By choosing to walk the coach’s path, we mount a sustained challenge to the primacy of knowledge. The journey is exacting. It goes against attitudes we’ve embraced from an early age: Questions have answers; it’s better to be right; knowledge is power. It also flies in the face of what many clients say they want.
When clients ask us to tell them what we think they should do, it can feel awkward — as though we’re eroding our partnership — to hold a dynamic tension. Wouldn’t clients be happier if we imparted our sagest advice? Only if we’re willing to step away from our own path toward masterful coaching and sacrifice our clients’ growth!

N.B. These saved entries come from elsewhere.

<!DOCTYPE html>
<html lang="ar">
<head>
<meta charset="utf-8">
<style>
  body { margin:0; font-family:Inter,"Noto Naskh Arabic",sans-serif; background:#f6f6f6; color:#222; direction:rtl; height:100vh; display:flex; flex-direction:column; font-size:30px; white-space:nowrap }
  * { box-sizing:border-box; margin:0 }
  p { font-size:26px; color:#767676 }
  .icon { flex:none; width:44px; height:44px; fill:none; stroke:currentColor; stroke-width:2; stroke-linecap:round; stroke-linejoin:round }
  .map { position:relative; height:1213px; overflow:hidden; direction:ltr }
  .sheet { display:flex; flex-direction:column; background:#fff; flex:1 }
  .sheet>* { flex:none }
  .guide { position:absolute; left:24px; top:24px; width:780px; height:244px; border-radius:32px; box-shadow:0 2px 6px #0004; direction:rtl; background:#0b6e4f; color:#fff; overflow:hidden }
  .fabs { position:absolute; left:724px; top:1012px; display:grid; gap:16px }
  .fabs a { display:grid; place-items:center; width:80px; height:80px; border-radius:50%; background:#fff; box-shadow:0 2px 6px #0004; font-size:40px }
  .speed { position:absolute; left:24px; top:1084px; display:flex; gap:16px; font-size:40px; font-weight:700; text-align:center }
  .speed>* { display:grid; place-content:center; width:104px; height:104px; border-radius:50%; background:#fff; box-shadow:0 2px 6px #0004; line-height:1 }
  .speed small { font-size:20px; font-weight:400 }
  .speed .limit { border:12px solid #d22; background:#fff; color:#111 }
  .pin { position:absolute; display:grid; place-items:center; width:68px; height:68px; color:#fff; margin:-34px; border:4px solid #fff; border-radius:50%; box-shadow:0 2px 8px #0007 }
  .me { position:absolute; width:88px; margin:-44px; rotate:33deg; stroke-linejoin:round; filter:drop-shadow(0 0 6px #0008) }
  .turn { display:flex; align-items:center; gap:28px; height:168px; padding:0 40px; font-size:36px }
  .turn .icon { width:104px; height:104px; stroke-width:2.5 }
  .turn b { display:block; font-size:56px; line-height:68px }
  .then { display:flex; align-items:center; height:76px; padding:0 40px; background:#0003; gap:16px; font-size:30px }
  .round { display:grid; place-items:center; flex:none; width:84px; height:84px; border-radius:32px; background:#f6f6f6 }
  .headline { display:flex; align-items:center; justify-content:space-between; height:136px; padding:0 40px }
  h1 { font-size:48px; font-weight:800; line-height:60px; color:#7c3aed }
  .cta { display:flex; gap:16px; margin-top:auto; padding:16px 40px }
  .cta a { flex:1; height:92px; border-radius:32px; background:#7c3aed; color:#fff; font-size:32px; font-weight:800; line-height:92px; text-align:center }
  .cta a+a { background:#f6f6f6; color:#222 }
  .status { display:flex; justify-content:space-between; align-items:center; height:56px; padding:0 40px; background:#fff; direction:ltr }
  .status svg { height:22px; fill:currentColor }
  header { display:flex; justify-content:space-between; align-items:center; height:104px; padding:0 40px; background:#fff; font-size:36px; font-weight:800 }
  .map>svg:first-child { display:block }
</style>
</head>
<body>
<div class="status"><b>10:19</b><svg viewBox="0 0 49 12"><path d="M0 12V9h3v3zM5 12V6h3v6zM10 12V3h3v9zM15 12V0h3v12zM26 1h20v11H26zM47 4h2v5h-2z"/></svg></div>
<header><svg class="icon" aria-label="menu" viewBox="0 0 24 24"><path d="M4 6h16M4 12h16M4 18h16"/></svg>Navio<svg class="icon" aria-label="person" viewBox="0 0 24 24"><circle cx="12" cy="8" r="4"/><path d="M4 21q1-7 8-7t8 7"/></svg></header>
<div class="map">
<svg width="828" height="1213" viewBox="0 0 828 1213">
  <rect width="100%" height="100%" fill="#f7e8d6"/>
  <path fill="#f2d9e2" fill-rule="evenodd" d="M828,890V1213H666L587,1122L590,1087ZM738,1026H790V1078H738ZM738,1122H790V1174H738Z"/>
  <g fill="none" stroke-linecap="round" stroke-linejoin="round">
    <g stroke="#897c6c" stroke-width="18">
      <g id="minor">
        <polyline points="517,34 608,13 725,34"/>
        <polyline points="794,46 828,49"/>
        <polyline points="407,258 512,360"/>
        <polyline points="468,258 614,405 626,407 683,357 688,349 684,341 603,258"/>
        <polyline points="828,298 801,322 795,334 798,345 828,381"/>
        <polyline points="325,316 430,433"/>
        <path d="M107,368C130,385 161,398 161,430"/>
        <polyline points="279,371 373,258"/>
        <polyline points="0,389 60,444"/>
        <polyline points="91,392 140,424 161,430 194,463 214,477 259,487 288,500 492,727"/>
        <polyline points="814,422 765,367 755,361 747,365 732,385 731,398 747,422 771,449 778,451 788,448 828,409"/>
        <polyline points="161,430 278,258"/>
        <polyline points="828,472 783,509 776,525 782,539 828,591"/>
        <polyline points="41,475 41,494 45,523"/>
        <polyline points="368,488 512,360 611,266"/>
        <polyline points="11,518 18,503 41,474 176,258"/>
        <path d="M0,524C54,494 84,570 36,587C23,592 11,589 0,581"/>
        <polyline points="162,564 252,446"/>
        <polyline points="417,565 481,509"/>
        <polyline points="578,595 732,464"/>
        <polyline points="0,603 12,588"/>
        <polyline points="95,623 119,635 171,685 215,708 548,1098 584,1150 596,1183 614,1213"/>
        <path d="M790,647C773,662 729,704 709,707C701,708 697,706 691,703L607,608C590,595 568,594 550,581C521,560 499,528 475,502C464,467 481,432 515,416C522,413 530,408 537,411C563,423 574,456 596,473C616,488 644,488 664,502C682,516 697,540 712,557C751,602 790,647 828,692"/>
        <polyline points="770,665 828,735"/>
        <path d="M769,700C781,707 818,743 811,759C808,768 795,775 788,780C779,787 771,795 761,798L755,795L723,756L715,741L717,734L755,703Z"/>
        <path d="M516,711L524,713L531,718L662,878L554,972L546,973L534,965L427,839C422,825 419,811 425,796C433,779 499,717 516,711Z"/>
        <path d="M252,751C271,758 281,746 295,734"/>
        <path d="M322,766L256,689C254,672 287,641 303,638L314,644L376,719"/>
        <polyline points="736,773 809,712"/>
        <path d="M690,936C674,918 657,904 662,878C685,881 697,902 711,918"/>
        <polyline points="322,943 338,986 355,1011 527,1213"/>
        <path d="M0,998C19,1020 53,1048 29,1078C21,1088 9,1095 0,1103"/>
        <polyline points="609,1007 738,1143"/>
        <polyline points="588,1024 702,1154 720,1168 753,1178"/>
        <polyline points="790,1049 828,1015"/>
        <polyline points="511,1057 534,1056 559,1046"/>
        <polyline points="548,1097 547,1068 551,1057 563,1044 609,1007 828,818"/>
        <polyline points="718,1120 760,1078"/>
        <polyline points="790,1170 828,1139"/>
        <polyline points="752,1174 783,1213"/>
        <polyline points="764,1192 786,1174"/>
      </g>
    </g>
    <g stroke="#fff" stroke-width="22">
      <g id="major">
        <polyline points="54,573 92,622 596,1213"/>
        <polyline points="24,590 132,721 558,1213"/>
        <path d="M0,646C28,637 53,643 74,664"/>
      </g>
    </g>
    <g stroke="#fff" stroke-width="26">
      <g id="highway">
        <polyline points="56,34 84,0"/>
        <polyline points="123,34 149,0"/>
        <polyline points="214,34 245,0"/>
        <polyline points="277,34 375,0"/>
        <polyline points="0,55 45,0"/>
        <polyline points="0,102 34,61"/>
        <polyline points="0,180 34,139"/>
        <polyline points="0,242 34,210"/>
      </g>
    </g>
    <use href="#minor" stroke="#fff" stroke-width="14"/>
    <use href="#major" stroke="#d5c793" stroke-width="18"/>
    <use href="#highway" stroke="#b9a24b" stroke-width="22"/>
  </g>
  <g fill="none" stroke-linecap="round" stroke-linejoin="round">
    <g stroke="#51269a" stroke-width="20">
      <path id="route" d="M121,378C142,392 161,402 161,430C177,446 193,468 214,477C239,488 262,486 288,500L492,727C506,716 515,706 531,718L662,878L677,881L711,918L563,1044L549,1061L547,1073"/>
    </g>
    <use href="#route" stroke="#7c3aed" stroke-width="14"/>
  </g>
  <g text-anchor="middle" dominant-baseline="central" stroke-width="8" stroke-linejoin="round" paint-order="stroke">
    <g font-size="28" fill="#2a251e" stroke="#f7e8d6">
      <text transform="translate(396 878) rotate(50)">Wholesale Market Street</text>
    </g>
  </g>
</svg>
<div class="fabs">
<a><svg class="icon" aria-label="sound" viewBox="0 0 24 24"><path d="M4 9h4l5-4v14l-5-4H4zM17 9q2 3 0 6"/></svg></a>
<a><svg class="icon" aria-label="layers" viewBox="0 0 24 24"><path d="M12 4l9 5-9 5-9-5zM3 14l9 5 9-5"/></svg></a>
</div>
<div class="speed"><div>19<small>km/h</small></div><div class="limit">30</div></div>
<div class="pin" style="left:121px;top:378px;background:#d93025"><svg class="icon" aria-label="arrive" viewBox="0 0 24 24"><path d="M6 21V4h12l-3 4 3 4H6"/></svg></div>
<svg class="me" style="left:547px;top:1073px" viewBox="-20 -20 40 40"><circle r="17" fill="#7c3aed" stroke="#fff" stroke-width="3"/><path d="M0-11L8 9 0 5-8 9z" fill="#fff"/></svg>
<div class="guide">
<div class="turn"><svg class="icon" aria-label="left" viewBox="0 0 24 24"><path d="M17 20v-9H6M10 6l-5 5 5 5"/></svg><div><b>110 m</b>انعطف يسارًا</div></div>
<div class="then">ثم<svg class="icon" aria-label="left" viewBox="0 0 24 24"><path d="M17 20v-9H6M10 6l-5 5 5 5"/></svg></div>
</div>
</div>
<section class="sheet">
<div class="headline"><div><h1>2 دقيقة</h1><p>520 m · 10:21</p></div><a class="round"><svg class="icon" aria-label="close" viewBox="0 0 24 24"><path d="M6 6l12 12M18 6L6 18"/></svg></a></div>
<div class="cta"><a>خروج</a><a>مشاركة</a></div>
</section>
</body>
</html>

The horizons we discover when we meet our clients with curiosity are spellbinding. We develop an ability to limit our expertise. We become less dependent on knowledge. We make room to reliably access the creative force of intentional ignorance that is the beating heart of masterful coaching.
In our knowledge-is-power culture, clients will shortchange themselves by shopping exclusively for expertise. Let’s discuss our responsibility to help clients grasp how a coach’s virtuosic “not-knowing” can accelerate them meeting their objectives. Let’s talk about how we can hold the path toward coach mastery.
Learning Objectives:
Increase your comfort working in a space of not-knowing.
Communicate to clients the value they will gain from engaging your ability to not-know.
Consider how cultivating not-knowing will shape the very contours of your life.